La petite gardienne de temps (conte)

La petite gardienne de temps

La petite gardienne de temps vivait seule dans le phare. Elle avait peut-être 8 ou 9 ans. Elle ignorait que d’autres êtres en dehors des oiseaux et des braconniers vivaient sur la Terre. Pour elle, les Hommes, les bons, s’étaient tout bonnement éteints avec son grand-père il y avait de ça plusieurs mois. D’ailleurs, elle était sûre de vivre en haute mer avec les poissons, les marins et quelques navires qu’elle voyait passer au loin.

Durant les nuits d’été, la petite gardienne de temps aimait regarder le ciel et compter les étoiles. Elles tenaient compagnie au phare et se confondaient gaiement avec la luminosité du phare. Depuis la mort du père de son père, c'est elle qui avait hérité de cette grande tour plantée au bout de la digue qu’elle allumait une fois le soleil couché et les jours de brouillard.

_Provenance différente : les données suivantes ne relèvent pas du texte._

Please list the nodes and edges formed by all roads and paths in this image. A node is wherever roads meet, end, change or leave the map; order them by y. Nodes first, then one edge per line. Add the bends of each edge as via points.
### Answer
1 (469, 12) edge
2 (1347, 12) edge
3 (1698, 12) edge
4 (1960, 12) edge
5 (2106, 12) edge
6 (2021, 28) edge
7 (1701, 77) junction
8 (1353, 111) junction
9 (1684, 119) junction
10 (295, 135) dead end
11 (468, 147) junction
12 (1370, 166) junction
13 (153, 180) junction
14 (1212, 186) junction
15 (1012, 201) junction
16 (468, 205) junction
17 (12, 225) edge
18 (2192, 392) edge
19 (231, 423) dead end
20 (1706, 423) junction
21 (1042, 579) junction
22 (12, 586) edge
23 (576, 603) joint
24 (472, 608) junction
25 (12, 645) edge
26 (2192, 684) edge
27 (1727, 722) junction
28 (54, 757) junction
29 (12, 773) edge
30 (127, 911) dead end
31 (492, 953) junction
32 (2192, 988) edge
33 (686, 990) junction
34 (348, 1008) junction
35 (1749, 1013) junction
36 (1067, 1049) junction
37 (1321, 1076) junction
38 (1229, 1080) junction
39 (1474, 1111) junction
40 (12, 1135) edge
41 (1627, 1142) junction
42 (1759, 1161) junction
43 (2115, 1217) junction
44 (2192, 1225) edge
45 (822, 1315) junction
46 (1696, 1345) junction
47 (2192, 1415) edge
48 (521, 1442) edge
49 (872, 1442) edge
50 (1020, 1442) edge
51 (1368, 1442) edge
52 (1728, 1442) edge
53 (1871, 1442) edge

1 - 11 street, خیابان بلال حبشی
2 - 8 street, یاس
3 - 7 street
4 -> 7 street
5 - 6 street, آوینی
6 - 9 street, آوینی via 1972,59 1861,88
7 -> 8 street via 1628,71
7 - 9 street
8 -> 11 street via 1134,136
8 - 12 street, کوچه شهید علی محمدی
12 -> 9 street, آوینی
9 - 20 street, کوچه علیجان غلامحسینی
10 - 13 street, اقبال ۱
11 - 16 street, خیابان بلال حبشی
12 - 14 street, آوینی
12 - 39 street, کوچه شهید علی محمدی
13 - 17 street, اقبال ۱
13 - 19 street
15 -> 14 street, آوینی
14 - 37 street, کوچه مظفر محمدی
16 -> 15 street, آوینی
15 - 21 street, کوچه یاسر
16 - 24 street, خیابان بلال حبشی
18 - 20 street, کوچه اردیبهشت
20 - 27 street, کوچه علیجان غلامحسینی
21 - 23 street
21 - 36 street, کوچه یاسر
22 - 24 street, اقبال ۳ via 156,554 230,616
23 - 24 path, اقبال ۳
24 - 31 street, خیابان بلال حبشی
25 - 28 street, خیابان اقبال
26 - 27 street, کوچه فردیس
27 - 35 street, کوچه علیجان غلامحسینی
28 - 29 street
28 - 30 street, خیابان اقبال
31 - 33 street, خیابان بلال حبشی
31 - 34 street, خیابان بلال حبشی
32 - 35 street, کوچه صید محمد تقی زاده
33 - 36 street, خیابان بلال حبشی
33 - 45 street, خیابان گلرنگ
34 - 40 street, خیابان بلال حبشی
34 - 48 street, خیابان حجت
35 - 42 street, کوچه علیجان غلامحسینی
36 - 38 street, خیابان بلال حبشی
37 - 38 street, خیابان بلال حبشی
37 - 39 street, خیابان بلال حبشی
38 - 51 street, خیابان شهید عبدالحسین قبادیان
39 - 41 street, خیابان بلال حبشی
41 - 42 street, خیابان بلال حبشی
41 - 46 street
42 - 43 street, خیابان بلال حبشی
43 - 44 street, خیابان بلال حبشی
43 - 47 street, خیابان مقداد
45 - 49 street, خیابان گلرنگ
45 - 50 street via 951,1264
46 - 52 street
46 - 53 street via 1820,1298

Pour l’avoir vu faire dès son plus jeune âge, la petite gardienne de temps connaissait les gestes effectués par son grand-père par cœur. Ses parents s'étaient noyés alors qu'elle venait de souffler sa toute première bougie. Un monde, quand on sait que son rôle aujourd'hui consiste à allumer et à éteindre cet unique point lumineux au sein duquel elle vit. Pour la petite fille, l'horloge du temps s'était arrêtée-là, un temps infini auquel il lui fallait sans cesse redonner de vie.

Ses seuls amis en dehors des oiseaux étaient la patience, l’endurance, le courage et la colère. Cette dernière lui était utile lorsque des braconniers saouls et sans scrupules venaient brailler et uriner tout proche du phare. 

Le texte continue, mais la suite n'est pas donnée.